The Chase in Lean -- Crafting a Formal Library for Existential Rule Research

TL;DR

This paper introduces a formal Lean library for existential rules and the chase, aiming to improve correctness verification and unify termination conditions within a proof assistant framework.

Contribution

It presents a formalization of the chase in Lean, unifies various termination conditions, and extends support for constants in rules, enhancing theoretical and practical understanding.

Findings

The chase produces a universal model and can be a core without alternative matches.

Unified multiple chase termination conditions into a single framework.
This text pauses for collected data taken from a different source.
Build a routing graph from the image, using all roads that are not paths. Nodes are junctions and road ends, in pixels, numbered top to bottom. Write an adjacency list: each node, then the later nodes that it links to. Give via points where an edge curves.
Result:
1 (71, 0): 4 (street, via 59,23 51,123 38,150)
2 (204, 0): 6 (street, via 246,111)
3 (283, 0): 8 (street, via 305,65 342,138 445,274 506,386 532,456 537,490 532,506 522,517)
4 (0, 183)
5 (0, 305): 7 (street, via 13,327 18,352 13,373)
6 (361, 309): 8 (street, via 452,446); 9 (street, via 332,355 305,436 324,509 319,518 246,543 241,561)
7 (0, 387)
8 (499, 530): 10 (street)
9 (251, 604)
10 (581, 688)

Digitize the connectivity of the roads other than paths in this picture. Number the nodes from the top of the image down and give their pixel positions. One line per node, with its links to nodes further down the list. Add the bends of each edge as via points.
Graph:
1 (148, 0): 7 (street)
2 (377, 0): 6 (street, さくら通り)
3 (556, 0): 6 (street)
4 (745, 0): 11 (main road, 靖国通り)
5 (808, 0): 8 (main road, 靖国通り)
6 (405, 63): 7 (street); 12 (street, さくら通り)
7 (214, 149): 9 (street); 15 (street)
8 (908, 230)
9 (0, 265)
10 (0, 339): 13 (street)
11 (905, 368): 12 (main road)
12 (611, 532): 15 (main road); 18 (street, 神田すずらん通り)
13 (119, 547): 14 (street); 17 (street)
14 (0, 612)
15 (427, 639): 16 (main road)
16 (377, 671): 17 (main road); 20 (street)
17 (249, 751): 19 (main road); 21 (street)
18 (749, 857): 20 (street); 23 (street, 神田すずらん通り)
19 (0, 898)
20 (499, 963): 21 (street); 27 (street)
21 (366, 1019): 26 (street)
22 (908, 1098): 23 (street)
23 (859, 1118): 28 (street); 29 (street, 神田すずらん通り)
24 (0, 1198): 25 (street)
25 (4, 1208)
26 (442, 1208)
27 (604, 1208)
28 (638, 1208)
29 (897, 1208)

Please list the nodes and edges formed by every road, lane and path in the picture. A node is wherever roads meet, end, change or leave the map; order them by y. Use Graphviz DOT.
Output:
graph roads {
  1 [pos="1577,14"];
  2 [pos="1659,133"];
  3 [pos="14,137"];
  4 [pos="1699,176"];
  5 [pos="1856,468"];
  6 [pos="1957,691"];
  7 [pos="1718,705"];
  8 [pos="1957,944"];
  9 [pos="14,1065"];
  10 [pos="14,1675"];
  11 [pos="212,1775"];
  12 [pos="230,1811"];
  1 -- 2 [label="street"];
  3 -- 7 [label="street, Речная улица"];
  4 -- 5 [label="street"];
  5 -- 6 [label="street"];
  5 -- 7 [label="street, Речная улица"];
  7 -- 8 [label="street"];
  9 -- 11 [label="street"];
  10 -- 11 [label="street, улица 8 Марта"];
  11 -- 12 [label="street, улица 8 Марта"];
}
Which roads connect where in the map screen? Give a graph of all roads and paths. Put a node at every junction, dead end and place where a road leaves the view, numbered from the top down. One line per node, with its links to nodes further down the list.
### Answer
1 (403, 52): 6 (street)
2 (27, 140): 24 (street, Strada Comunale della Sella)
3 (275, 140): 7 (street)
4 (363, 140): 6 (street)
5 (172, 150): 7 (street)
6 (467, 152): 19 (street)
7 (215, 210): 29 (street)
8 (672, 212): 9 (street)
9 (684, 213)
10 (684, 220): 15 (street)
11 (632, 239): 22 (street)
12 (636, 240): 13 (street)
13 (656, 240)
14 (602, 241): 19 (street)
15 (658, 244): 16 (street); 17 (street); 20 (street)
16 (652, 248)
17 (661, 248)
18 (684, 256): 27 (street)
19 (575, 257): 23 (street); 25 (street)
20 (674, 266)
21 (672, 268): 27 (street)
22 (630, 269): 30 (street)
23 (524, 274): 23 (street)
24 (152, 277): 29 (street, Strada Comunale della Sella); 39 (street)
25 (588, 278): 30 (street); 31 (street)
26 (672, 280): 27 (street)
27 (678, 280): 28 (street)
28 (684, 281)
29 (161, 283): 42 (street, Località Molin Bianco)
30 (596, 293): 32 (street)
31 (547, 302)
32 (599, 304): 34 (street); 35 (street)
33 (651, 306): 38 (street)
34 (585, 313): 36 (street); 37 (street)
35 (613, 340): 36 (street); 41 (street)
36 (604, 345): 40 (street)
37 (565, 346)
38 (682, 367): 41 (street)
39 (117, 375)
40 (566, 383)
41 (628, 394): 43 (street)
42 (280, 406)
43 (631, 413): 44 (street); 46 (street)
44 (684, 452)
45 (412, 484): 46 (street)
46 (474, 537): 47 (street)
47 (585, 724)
Extended chase formalization to include constants in rules.

Abstract

The chase is a sound, complete, but possibly non-terminating algorithm for reasoning with existential rules (aka. tuple-generating dependencies), a highly expressive knowledge representation language. Although the procedure appears simple, research on theoretical properties and optimization for practical implementations has grown to a point where verifying correctness and reproducing proofs becomes challenging and intuition can sometimes be misleading. Lean is a purely functional programming language and interactive theorem prover whose community actively develops formal libraries for mathematics (Mathlib) and computer science (CSLib). In this work, we present our own endeavor of crafting a Lean framework around existential rules and the chase. We discuss design decisions concerning the nuances of chase definitions commonly found in the literature and show how these translate into Lean. To illustrate the framework's capabilities using known results, we show that the result of a chase is a universal model and outline the formalization for proving that without so-called "alternative matches" it is even a core. Beyond existing literature, we unify sufficient chase termination conditions in the likeness of Model-Faithful Acyclicity (MFA) into a common framework while also adding support for constants in rules.